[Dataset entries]
╭──

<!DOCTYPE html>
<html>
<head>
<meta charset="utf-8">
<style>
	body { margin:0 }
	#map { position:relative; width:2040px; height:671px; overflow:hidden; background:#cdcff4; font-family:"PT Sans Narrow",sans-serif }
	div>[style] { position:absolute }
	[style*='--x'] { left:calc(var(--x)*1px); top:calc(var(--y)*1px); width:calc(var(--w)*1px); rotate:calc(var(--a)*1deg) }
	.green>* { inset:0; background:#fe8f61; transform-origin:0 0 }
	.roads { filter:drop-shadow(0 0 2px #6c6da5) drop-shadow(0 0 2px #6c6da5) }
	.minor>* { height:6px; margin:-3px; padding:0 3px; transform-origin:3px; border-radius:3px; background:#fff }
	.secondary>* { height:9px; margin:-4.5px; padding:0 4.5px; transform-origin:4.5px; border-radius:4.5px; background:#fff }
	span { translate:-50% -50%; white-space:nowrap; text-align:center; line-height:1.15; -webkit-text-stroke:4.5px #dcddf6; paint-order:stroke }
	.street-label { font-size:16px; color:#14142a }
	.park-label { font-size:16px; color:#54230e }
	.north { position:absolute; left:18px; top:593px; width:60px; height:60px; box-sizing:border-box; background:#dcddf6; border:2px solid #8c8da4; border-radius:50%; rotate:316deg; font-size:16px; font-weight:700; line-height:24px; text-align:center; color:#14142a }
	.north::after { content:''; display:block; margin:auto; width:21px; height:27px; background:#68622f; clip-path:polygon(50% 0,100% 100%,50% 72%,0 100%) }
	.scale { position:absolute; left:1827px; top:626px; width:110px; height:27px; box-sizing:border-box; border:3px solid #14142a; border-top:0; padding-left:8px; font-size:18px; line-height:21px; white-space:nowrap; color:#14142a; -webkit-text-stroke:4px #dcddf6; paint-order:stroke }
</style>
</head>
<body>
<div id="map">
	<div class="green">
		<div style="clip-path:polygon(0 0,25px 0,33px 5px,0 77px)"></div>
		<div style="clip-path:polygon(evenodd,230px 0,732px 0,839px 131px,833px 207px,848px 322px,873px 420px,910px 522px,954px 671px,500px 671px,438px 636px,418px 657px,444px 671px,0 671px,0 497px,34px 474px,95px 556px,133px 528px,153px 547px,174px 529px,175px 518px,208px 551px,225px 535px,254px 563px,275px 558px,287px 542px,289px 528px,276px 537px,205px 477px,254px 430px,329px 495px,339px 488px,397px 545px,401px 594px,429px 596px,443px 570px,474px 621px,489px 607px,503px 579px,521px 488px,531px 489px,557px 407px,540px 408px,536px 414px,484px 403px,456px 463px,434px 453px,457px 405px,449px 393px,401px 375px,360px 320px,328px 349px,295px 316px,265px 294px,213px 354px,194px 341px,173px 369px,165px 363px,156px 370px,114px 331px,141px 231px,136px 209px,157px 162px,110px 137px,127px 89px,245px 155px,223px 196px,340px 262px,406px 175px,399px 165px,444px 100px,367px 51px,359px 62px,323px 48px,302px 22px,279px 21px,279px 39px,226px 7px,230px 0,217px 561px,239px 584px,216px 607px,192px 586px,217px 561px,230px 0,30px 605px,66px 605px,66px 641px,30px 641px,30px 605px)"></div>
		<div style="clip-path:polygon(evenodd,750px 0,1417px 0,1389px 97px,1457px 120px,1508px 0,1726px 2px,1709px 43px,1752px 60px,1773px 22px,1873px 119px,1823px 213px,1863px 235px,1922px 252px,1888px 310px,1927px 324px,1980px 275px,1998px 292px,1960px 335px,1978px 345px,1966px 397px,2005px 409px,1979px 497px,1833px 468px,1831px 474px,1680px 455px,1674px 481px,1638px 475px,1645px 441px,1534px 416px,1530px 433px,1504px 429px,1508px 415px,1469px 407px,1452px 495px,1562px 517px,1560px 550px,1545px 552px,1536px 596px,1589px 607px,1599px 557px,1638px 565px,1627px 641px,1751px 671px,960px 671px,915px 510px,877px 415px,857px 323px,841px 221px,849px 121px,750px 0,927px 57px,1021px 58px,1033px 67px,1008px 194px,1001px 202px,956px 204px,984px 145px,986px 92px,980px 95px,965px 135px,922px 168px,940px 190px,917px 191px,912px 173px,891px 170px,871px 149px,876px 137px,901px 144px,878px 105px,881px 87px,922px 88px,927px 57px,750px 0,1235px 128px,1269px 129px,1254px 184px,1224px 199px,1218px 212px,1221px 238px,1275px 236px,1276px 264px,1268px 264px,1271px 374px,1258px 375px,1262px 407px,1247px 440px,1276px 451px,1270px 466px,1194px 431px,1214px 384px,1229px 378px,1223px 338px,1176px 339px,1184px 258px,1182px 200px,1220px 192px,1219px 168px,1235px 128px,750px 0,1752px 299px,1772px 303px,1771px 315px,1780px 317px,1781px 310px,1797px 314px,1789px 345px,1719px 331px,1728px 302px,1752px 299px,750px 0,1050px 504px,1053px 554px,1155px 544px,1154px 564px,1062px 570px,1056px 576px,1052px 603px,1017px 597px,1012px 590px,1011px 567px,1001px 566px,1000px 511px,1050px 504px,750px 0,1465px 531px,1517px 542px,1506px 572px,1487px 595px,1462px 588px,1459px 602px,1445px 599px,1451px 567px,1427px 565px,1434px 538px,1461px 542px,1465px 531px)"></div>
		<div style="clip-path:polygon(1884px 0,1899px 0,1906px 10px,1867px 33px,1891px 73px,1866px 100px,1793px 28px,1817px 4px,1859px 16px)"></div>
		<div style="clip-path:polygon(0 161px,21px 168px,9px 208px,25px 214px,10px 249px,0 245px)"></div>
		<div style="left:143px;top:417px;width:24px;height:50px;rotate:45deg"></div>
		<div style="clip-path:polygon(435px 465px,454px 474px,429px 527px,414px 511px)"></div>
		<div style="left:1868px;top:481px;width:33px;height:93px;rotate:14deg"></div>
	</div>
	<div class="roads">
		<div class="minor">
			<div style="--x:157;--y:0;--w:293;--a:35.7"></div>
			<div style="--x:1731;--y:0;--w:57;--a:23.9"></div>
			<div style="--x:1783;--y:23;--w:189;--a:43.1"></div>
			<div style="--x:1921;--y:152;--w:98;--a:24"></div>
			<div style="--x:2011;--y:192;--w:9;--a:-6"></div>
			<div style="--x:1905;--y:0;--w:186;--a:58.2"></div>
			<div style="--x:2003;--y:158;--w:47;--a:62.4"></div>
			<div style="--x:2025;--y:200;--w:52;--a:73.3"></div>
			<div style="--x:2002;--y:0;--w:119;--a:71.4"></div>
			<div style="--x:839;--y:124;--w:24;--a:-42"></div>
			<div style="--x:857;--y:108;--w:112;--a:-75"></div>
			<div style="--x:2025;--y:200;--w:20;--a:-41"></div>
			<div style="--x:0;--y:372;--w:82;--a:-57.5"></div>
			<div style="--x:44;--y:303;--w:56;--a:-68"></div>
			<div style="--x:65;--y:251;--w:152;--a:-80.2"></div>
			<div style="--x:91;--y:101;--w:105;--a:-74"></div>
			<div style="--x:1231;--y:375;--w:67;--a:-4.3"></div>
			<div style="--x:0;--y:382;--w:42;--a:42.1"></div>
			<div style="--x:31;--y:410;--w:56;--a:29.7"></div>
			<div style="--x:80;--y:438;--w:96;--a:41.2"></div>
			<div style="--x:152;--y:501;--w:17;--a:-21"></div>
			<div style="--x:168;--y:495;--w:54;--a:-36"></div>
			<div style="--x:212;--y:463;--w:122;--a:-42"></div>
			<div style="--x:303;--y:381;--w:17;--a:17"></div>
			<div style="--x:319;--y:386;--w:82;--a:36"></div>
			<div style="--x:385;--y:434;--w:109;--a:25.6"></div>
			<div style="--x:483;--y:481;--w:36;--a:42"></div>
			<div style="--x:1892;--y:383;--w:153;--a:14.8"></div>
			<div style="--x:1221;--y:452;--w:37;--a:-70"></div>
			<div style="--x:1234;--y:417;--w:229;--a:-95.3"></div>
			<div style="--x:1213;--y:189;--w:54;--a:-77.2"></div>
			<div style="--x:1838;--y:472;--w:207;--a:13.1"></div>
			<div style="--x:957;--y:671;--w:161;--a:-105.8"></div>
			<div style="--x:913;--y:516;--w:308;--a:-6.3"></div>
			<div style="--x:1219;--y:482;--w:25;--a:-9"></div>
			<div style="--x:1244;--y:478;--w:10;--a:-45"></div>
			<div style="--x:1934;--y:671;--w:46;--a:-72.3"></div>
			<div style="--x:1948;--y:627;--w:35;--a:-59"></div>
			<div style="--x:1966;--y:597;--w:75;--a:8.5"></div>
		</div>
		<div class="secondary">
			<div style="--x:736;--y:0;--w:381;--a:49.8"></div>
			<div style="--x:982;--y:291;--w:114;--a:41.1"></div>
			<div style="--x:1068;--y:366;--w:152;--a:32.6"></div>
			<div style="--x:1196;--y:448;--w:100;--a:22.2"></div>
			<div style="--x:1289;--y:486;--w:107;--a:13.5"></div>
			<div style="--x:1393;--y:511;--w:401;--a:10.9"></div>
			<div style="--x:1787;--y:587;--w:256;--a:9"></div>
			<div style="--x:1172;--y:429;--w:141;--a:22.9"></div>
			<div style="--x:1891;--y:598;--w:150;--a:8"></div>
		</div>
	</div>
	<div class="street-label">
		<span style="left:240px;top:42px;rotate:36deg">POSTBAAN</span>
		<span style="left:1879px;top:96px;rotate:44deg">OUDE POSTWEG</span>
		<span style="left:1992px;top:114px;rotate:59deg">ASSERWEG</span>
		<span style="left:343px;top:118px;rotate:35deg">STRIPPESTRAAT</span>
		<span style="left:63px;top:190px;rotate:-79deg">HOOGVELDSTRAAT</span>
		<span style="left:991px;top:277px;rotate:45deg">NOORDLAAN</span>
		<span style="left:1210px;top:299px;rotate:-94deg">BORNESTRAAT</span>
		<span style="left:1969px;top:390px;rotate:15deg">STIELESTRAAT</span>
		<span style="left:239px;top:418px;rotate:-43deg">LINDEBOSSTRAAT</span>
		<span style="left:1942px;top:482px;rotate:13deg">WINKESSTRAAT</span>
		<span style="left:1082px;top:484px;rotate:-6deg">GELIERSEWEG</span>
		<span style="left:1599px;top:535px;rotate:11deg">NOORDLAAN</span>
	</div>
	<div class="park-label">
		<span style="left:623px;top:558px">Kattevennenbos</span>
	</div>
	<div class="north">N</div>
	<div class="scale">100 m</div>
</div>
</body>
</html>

╰──

ABOUT THIS EXERCISE> Taking the entries from their first line through the line with "translate:-50% -50%; white-space:nowrap;", inclusive, restate each line word for word and give nothing else.

EXERCISE OUTPUT>
<!DOCTYPE html>
<html>
<head>
<meta charset="utf-8">
<style>
	body { margin:0 }
	#map { position:relative; width:2040px; height:671px; overflow:hidden; background:#cdcff4; font-family:"PT Sans Narrow",sans-serif }
	div>[style] { position:absolute }
	[style*='--x'] { left:calc(var(--x)*1px); top:calc(var(--y)*1px); width:calc(var(--w)*1px); rotate:calc(var(--a)*1deg) }
	.green>* { inset:0; background:#fe8f61; transform-origin:0 0 }
	.roads { filter:drop-shadow(0 0 2px #6c6da5) drop-shadow(0 0 2px #6c6da5) }
	.minor>* { height:6px; margin:-3px; padding:0 3px; transform-origin:3px; border-radius:3px; background:#fff }
	.secondary>* { height:9px; margin:-4.5px; padding:0 4.5px; transform-origin:4.5px; border-radius:4.5px; background:#fff }
	span { translate:-50% -50%; white-space:nowrap; text-align:center; line-height:1.15; -webkit-text-stroke:4.5px #dcddf6; paint-order:stroke }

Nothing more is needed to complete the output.